Top of Given records

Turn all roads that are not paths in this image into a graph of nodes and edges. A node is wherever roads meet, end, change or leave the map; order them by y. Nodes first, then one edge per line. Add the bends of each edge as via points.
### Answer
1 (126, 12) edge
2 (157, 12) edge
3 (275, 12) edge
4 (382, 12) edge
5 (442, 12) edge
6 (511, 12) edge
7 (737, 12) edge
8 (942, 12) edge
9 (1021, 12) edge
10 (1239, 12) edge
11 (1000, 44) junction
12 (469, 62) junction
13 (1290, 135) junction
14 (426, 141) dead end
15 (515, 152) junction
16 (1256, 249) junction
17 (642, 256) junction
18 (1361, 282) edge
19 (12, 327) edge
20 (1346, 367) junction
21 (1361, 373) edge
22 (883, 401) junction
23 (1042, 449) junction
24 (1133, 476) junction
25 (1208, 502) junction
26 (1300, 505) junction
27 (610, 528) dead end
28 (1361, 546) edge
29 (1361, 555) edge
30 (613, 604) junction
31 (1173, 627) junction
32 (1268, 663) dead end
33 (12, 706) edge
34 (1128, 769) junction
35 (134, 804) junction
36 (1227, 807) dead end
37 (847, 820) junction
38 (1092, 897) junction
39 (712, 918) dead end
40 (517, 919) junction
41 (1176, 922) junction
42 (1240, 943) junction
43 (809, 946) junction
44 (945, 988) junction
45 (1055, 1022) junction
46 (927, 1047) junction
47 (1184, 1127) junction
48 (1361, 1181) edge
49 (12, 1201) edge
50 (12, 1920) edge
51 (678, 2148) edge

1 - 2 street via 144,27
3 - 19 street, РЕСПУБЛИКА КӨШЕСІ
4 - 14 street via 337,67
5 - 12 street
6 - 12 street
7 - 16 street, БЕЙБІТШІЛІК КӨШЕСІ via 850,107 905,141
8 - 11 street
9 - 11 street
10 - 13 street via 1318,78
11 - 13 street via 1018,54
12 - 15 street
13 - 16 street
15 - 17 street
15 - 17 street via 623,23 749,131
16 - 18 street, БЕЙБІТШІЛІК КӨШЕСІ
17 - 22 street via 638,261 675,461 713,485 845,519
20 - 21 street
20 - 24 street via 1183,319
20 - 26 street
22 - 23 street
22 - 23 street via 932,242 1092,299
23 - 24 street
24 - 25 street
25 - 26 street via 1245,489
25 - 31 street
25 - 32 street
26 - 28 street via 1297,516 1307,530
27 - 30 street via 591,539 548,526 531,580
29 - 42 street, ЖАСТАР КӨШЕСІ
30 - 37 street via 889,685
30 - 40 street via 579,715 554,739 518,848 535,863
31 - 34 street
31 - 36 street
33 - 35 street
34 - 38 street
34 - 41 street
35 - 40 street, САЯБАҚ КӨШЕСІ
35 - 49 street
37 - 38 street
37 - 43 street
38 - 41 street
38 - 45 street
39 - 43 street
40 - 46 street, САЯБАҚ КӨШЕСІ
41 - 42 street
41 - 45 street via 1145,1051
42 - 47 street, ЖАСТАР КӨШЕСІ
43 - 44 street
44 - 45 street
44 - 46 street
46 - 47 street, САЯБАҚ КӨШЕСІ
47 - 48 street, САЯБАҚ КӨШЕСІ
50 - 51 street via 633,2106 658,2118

Bottom of Given records

What to do
Your response must contain all of the records, copied exactly.

Output of the task
Turn all roads that are not paths in this image into a graph of nodes and edges. A node is wherever roads meet, end, change or leave the map; order them by y. Nodes first, then one edge per line. Add the bends of each edge as via points.
### Answer
1 (126, 12) edge
2 (157, 12) edge
3 (275, 12) edge
4 (382, 12) edge
5 (442, 12) edge
6 (511, 12) edge
7 (737, 12) edge
8 (942, 12) edge
9 (1021, 12) edge
10 (1239, 12) edge
11 (1000, 44) junction
12 (469, 62) junction
13 (1290, 135) junction
14 (426, 141) dead end
15 (515, 152) junction
16 (1256, 249) junction
17 (642, 256) junction
18 (1361, 282) edge
19 (12, 327) edge
20 (1346, 367) junction
21 (1361, 373) edge
22 (883, 401) junction
23 (1042, 449) junction
24 (1133, 476) junction
25 (1208, 502) junction
26 (1300, 505) junction
27 (610, 528) dead end
28 (1361, 546) edge
29 (1361, 555) edge
30 (613, 604) junction
31 (1173, 627) junction
32 (1268, 663) dead end
33 (12, 706) edge
34 (1128, 769) junction
35 (134, 804) junction
36 (1227, 807) dead end
37 (847, 820) junction
38 (1092, 897) junction
39 (712, 918) dead end
40 (517, 919) junction
41 (1176, 922) junction
42 (1240, 943) junction
43 (809, 946) junction
44 (945, 988) junction
45 (1055, 1022) junction
46 (927, 1047) junction
47 (1184, 1127) junction
48 (1361, 1181) edge
49 (12, 1201) edge
50 (12, 1920) edge
51 (678, 2148) edge

1 - 2 street via 144,27
3 - 19 street, РЕСПУБЛИКА КӨШЕСІ
4 - 14 street via 337,67
5 - 12 street
6 - 12 street
7 - 16 street, БЕЙБІТШІЛІК КӨШЕСІ via 850,107 905,141
8 - 11 street
9 - 11 street
10 - 13 street via 1318,78
11 - 13 street via 1018,54
12 - 15 street
13 - 16 street
15 - 17 street
15 - 17 street via 623,23 749,131
16 - 18 street, БЕЙБІТШІЛІК КӨШЕСІ
17 - 22 street via 638,261 675,461 713,485 845,519
20 - 21 street
20 - 24 street via 1183,319
20 - 26 street
22 - 23 street
22 - 23 street via 932,242 1092,299
23 - 24 street
24 - 25 street
25 - 26 street via 1245,489
25 - 31 street
25 - 32 street
26 - 28 street via 1297,516 1307,530
27 - 30 street via 591,539 548,526 531,580
29 - 42 street, ЖАСТАР КӨШЕСІ
30 - 37 street via 889,685
30 - 40 street via 579,715 554,739 518,848 535,863
31 - 34 street
31 - 36 street
33 - 35 street
34 - 38 street
34 - 41 street
35 - 40 street, САЯБАҚ КӨШЕСІ
35 - 49 street
37 - 38 street
37 - 43 street
38 - 41 street
38 - 45 street
39 - 43 street
40 - 46 street, САЯБАҚ КӨШЕСІ
41 - 42 street
41 - 45 street via 1145,1051
42 - 47 street, ЖАСТАР КӨШЕСІ
43 - 44 street
44 - 45 street
44 - 46 street
46 - 47 street, САЯБАҚ КӨШЕСІ
47 - 48 street, САЯБАҚ КӨШЕСІ
50 - 51 street via 633,2106 658,2118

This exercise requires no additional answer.